EXTRACTING arcane messages from artistic creations is the bread-and-butter activity of your average conspiracy theorist. But nobody has ever satisfactorily explained to me how a musician or recording engineer manages to insert a message that sounds entirely innocent when played forward, but when played in reverse is transformed into a menacing slogan.

And, more to the point, if you were to go to all the trouble, why not spend a bit more time making the message intelligible rather than an incoherent drawl?

Such was the fascination of Paul is Dead (Radio 4, Tuesday of last week) that these and many more thoughts came to mind as we heard the story of Paul McCartney's death, rumours of which spread in late 1969, just at the point when the band was showing signs of wear and tear.

The first seed was planted by a caller to a US radio phone-in, by a student claiming that Paul had been killed in a car accident in 1966, and been replaced by an orphan from Edinburgh, William Campbell. The rumour spread amongst gullible Beatles devotees who had experienced a decade or more of political and social upheaval.

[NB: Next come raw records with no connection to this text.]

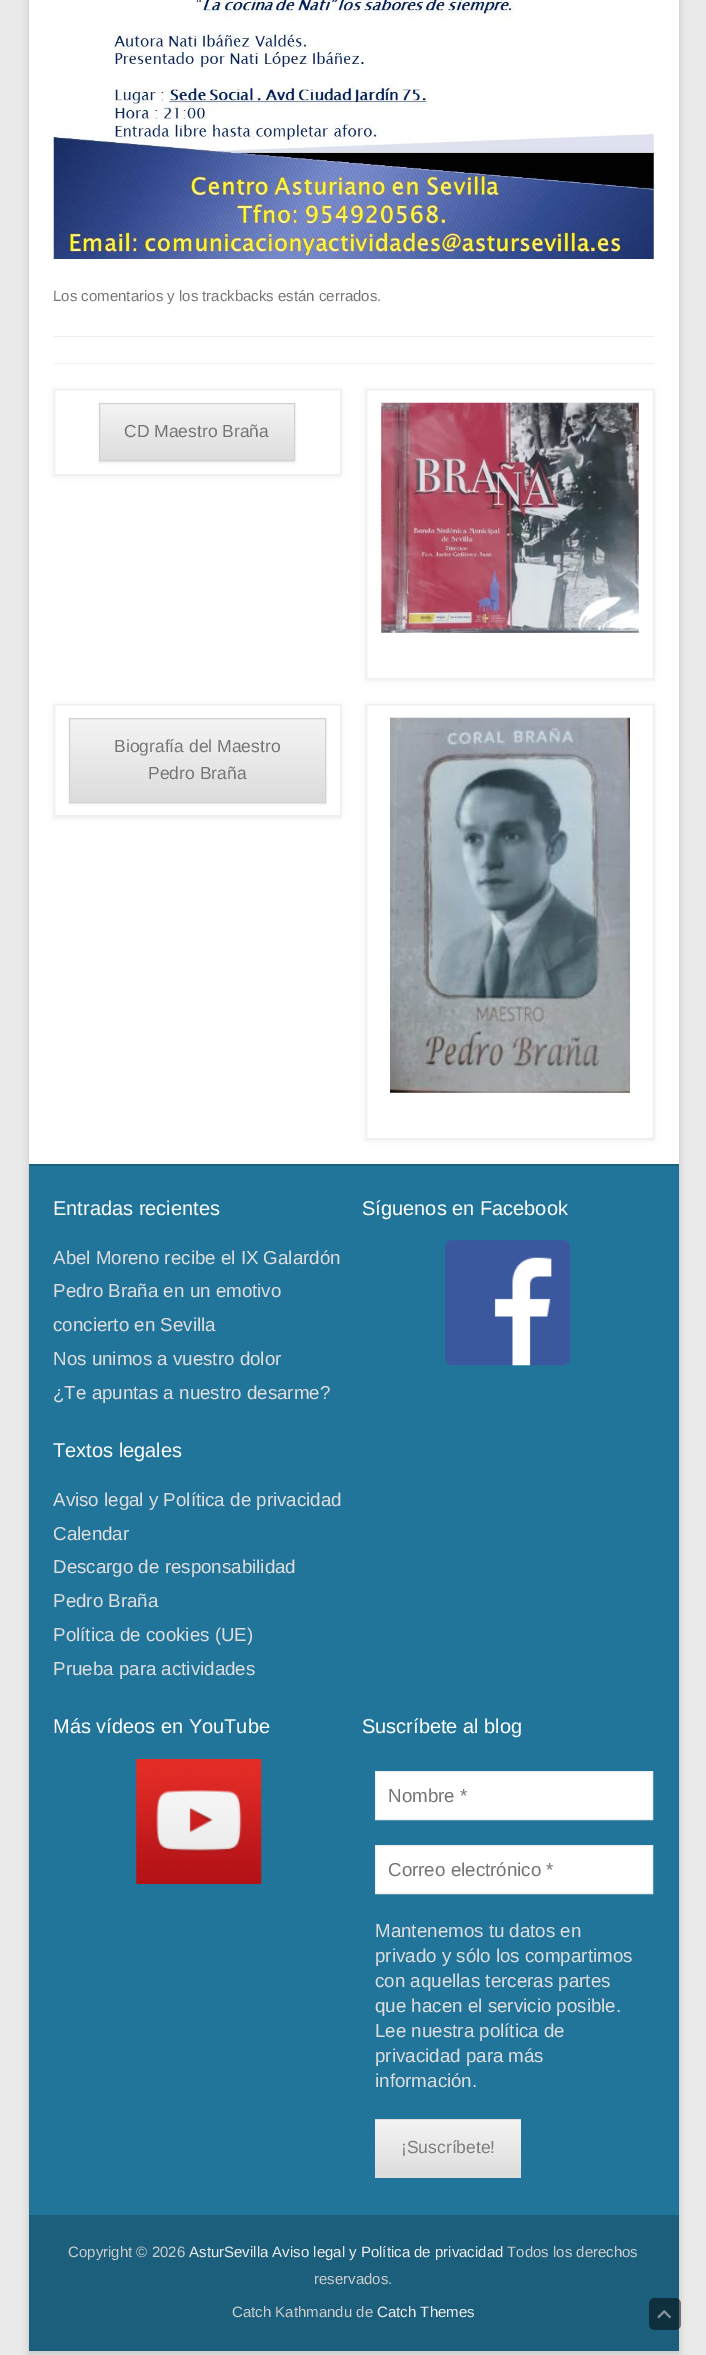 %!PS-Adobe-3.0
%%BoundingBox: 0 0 706 2355
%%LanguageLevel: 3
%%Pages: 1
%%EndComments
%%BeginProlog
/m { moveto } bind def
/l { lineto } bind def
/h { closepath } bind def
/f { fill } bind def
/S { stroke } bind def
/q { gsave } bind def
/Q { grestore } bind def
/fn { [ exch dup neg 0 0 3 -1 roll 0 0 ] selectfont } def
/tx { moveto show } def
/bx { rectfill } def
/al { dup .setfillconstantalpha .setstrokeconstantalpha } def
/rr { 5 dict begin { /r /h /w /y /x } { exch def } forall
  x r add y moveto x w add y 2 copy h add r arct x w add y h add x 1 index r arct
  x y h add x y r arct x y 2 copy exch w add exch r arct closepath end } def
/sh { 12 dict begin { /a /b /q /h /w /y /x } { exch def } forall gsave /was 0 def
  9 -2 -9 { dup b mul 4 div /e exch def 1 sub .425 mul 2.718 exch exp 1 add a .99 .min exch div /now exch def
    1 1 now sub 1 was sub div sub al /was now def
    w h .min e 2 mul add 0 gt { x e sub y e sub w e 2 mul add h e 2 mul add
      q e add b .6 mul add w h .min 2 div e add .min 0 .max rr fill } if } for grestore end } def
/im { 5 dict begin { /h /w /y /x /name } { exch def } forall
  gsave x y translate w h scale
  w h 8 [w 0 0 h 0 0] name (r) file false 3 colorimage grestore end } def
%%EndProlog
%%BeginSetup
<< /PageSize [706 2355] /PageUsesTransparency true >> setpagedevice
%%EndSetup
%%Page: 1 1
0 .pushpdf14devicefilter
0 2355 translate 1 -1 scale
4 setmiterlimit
0.918 setgray
0 0 706 2355 bx
0.392 setgray
29 -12 650 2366 0 4 0.3 sh
1 setgray
29 0 650 1164 bx
0.933 setgray
54 363 600 1 bx
54 336 600 1 bx
(image0.raw) 53 0 601 259 im
/LiberationSans-Regular 15 fn
0.459 setgray
(Los comentarios y los trackbacks están cerrados.) 53 301 tx
q
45 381 m 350 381 l 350 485 l 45 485 l h 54 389 m 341 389 l 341 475 l 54 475 l h eoclip newpath
0 setgray
54 390 287 86 0 2.5 0.07 sh
Q
0.933 setgray
54.5 389.5 286 85 rectstroke
0.251 setgray
99 404 196 59 0 1 0.1 sh
q 100 405 m 294 405 l 294 460 l 100 460 l h clip newpath
<< /ShadingType 2 /ColorSpace /DeviceRGB /Coords [197 404 197 460] /Extend [true true] /Function << /FunctionType 2 /Domain [0 1] /C0 [0.957 0.957 0.957] /C1 [0.867 0.867 0.867] /N 1 >> >> shfill Q
0.824 setgray
99.5 403.5 195 57 rectstroke
/LiberationSans-Regular 17.5 fn
0.459 setgray
(CD Maestro Braña) 124 437 tx
q
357 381 m 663 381 l 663 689 l 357 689 l h 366 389 m 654 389 l 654 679 l 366 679 l h eoclip newpath
0 setgray
366 390 288 290 0 2.5 0.07 sh
Q
0.933 setgray
366.5 389.5 287 289 rectstroke
(image1.raw) 381 402 258 231 im
q
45 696 m 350 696 l 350 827 l 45 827 l h 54 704 m 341 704 l 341 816 l 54 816 l h eoclip newpath
0 setgray
54 705 287 113 0 2.5 0.07 sh
Q
54.5 704.5 286 111 rectstroke
0.251 setgray
69 719 257 85 0 1 0.1 sh
0.867 setgray
70 801 255 1 bx
q 70 720 m 325 720 l 325 801 l 70 801 l h clip newpath
<< /ShadingType 2 /ColorSpace /DeviceRGB /Coords [198 719 198 801] /Extend [true true] /Function << /FunctionType 2 /Domain [0 1] /C0 [0.957 0.957 0.957] /C1 [0.867 0.867 0.867] /N 1 >> >> shfill Q
0.824 setgray
69.5 718.5 256 84 rectstroke
0.459 setgray
(Biografía del Maestro) 114 752 tx
(Pedro Braña) 148 779 tx
q
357 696 m 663 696 l 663 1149 l 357 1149 l h 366 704 m 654 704 l 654 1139 l 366 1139 l h eoclip newpath
0 setgray
366 705 288 435 0 2.5 0.07 sh
Q
0.933 setgray
366.5 704.5 287 434 rectstroke
(image2.raw) 390 717 240 376 im
0.106 0.373 0.49 setrgbcolor
29 1164 650 2 bx
0.129 0.459 0.608 setrgbcolor
29 1166 650 1049 bx
/LiberationSans-Regular 20 fn
1 setgray
(Entradas recientes) 53 1215 tx
/LiberationSans-Regular 18.75 fn
0.867 setgray
(Abel Moreno recibe el IX Galardón) 53 1264 tx
(Pedro Braña en un emotivo) 53 1297 tx
(concierto en Sevilla) 53 1331 tx
(Nos unimos a vuestro dolor) 53 1365 tx
(¿Te apuntas a nuestro desarme?) 53 1399 tx
/LiberationSans-Regular 20 fn
1 setgray
(Textos legales) 53 1457 tx
/LiberationSans-Regular 18.75 fn
0.867 setgray
(Aviso legal y Política de privacidad) 53 1506 tx
(Calendar) 53 1540 tx
(Descargo de responsabilidad) 53 1573 tx
(Pedro Braña) 53 1607 tx
(Política de cookies \(UE\)) 53 1641 tx
(Prueba para actividades) 53 1675 tx
/LiberationSans-Regular 20 fn
1 setgray
(Síguenos en Facebook) 362 1215 tx
(image3.raw) 445 1240 125 126 im
(Más vídeos en YouTube) 53 1733 tx
(image4.raw) 136 1759 126 125 im
(Suscríbete al blog) 362 1733 tx
375.5 1771.5 m 652.5 1771.5 l 652.5 1819.5 l 375.5 1819.5 l h q f Q
0.933 setgray
S
/LiberationSans-Regular 18.75 fn
0.459 setgray
(Nombre *) 388 1802 tx
1 setgray
375.5 1845.5 m 652.5 1845.5 l 652.5 1893.5 l 375.5 1893.5 l h q f Q
0.933 setgray
S
0.459 setgray
(Correo electrónico *) 388 1876 tx
0.867 setgray
(Mantenemos tu datos en) 375 1937 tx
(privado y sólo los compartimos) 375 1962 tx
(con aquellas terceras partes) 375 1987 tx
(que hacen el servicio posible.) 375 2012 tx
(Lee nuestra política de) 375 2037 tx
(privacidad para más) 375 2062 tx
(información.) 375 2087 tx
375 2119 146 59 bx
q 375 2120 m 521 2120 l 521 2170 l 375 2170 l h clip newpath
<< /ShadingType 2 /ColorSpace /DeviceRGB /Coords [448 2120 448 2176] /Extend [true true] /Function << /FunctionType 2 /Domain [0 1] /C0 [0.957 0.957 0.957] /C1 [0.867 0.867 0.867] /N 1 >> >> shfill Q
/LiberationSans-Regular 17.5 fn
0.486 setgray
(¡Suscríbete!) 401 2153 tx
0.106 0.373 0.49 setrgbcolor
29 2215 650 136 bx
/LiberationSans-Regular 15 fn
0.8 setgray
(Copyright © 2026) 68 2257 tx
0.933 setgray
(AsturSevilla Aviso legal y Política de privacidad) 189 2257 tx
0.8 setgray
(Todos los derechos) 507 2257 tx
(reservados.) 314 2284 tx
(Catch Kathmandu de) 232 2317 tx
0.933 setgray
(Catch Themes) 377 2317 tx
0.5 al
0 setgray
649 2298 32 32 6 rr f
1 al
(image5.raw) 657 2310 15 9 im
.poppdf14devicefilter showpage
%%EOF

And, of course, it's plain to anybody with ears to hear, that the end of "I am the Walrus" played backwards conceals the message "Ha-ha, Paul is dead."

Matt Thompon's documentary was a joy: full of bonkers theories, and plenty of archive material. And, in case you thought that this was all a bit of a laugh, there was Professor Diane Purkiss, of Oxford University, to remind us that conspiracy theories are, in fact, one of the most dangerous aspects of the modern media age. At best, they paralyse democratic engagement with real political issues; at worst, they lead to violence and persecution.

As Roland Barthes would have it, myth empties reality and impoverishes history. Or, in laymen's terms, real life is both more surprising and more banal than anything one could invent. With this perspective, Peter Conrad has been exploring 21st-century mythologies in a series of weekday essays on Radio 4.

The disappearance of Flight MH370 in March makes for an obvious subject in this respect. The lack of any answer to the mystery allows in any number of mythologies, most of them subsequently discredited: Iranian passengers travelling on false passports, a disgruntled pilot, overheated Lithium batteries in the hold. The fact that an aeroplane can still disappear, despite all our satellite technology, serves, in Conrad's words, to "re-medievalise" the world.

Not all of Conrad's subjects have been as intriguing as this. On Thursday, he turned the same weighty analytical gaze on the "selfie"; a phenomenon so ubiquitous that even heads of state are taking them, and a term so popular that The Oxford English Dictionary named "selfie" as its word of the year in 2013.

Conrad's discussion ranged from the self-obsession of Narcissus to the parenting skills of Kim Kardashian. But, in reality, is a selfie not much more than a convenient way of having your picture taken without having to get somebody else to do it for you?